The documentary also showcases the hostility among Americans when the state of Israel is critiqued in any way. One is immediately branded as being an anti-semite. Some go as far as attacking Jewish people who protest against Israel, and accuse them of being ‘self-hating jews.’

The Occupation of the American Mind is thorough in its research and follow-through of historical events leading to this political clash. Analyzing the state of Israel’s grip on American minds, it displays decades of zionism propaganda and warfare.

Soon after the screening, SPHR conducted a Skype interview with Sut Jhally about the documentary.

“[You must] insist on the humanity of the Palestinians, and that within this propaganda campaign, the Palestinians’ humanity has been lost. […] We’re not asking for special treatment of Palestinians, we’re asking for them to be recognized as humans and have the same rights as all human beings, and that the declaration of human rights should apply to them as it applies to everyone else.”— Sut Jhally

Jhally, a communications professor at the University of Massachusetts is also an author and activist. He is the founder of the Media Education Foundation, an organization that focuses on redirecting the masses to films that inspire critical reflection on the social, political, and cultural impact of mass media in the States.

What can students do for the cause?

First, Jhally said that you must make propaganda clear to the public.

“It’s very hard to give a counter narrative, but one thing you can do is start to take the narrative apart and to make yours clear,” Jhally said. “Make people pay attention to the propaganda, cause once it’s clear that it’s propaganda, it stops working.”

He then explained that discursive, non-violent tools can be introduced to stand by the Palestinian cause, like the Boycott, Divestment, Sanctions movement; an initiative whose aims to end international support for Israel’s oppression of Palestinians and to pressure Israel to comply with international law.

Furthermore, Jhally states that it is important to look beyond all these political stances, and ideologies, in order to focus on what is truly important.

“[You must] insist on the humanity of the Palestinians, and that within this propaganda campaign, the Palestinians’ humanity has been lost,” he said. “[…] We’re not asking for special treatment of Palestinians, we’re asking for them to be recognized as humans and have the same rights as all human beings, and that the declaration of human rights should apply to them as it applies to everyone else.”

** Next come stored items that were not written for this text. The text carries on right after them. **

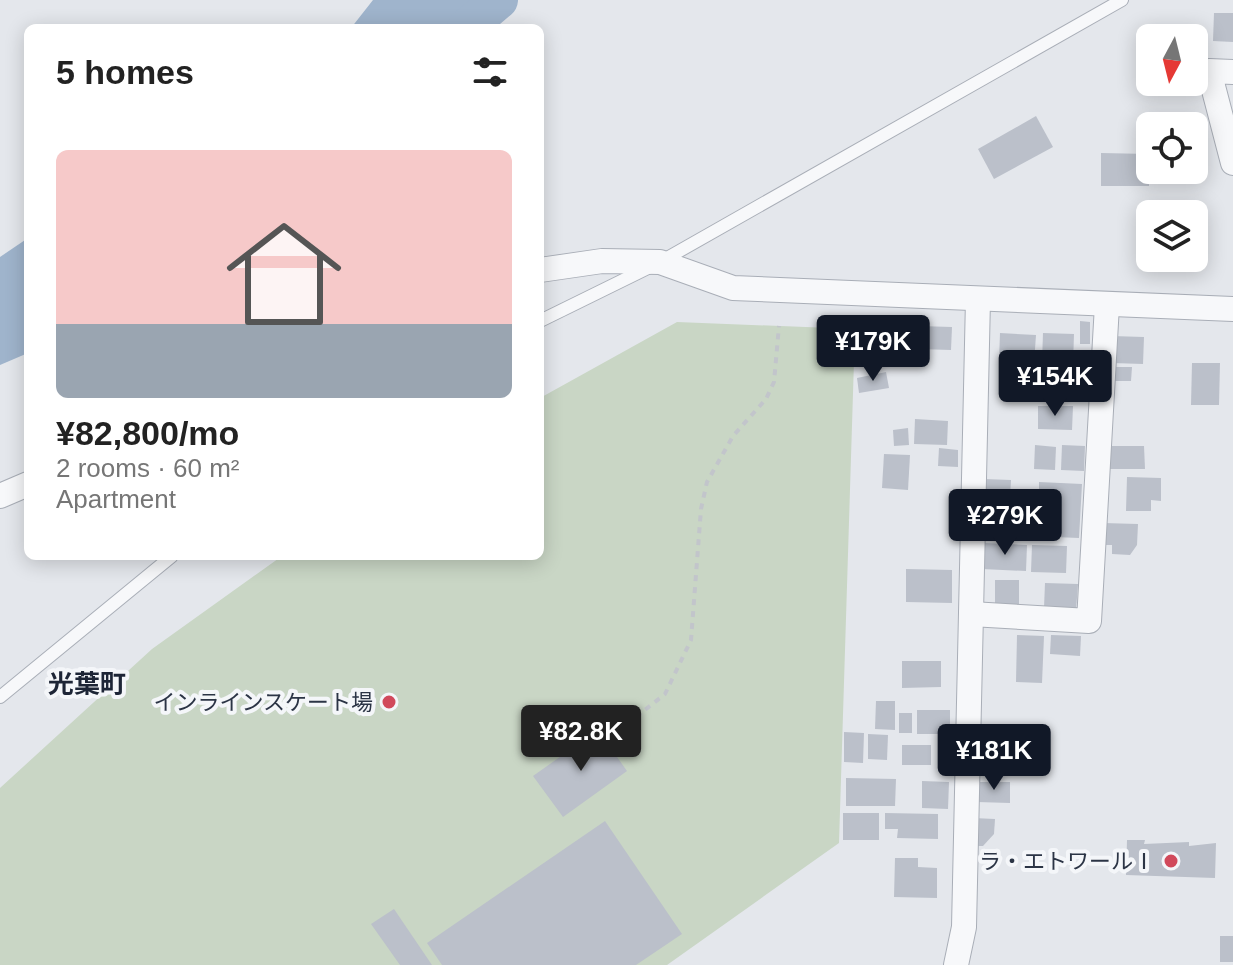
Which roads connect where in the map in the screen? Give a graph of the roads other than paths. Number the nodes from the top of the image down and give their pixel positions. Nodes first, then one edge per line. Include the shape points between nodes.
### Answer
1 (1122, 0) edge
2 (1233, 72) edge
3 (1233, 163) edge
4 (660, 262) junction
5 (544, 269) edge
6 (978, 299) junction
7 (1107, 305) junction
8 (1233, 309) edge
9 (544, 319) edge
10 (24, 486) edge
11 (0, 496) edge
12 (167, 560) edge
13 (971, 614) junction
14 (0, 697) edge
15 (956, 965) edge

1 - 4 lane
2 - 3 street via 1209,71
4 - 5 street via 602,261
4 - 6 street via 733,288
4 - 9 lane
6 - 7 street
6 - 13 street
7 - 8 street
7 - 13 street via 1089,621
10 - 11 street
12 - 14 lane
13 - 15 street via 964,927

“Focus on Palestinians who have been made invisible,” Jhally continued, “and when they are not made invisible, they are portrayed through a terrorist and violent lens. ”

Zahia El Masri, who is part of the Canadian Palestinian Foundation of Quebec, was also present at the screening. As a Palestinian refugee herself, she was invited to share her thoughts.

“I always emphasize this point [being a refugee] because this is what it’s all about,” she said. “I mean, yes, there is BDS, yes, there is propaganda, but in the end it’s about human life. It’s about the Palestinians living the ongoing nakba [catastrophe]. This is what we always have to go back to, and that is solidarity for Palestinian human rights.”

She also went on to say that the recognition of human rights violations is universal, and applicable in many countries; including right here in Canada, where the rights of Indigenous peoples have also been ignored.

Back in 2016, The Occupation of the American Mind experienced a great deal of censorship in North America, unsurprisingly in the United States.

“We didn’t have obstacles in the making of the documentary,” Jhally said, “the obstacles were in the distribution of it. The obstacles were in getting it seen, especially in the U.S. which is as important as the obstacles you face in the production.”

However, it has now been made accessible to the general public online.

“It’s been shown on Al-Jazeera, Russia Today, it’s had a few screenings in Mexico City, London, and Beirut. In the U.S. it was very, very difficult to get any kind of media coverage for it. So what we’ve done is we decided to make the movie available for free online, to get past the blockade.”

To access the documentary film, you can view it at www.occupationmovie.org.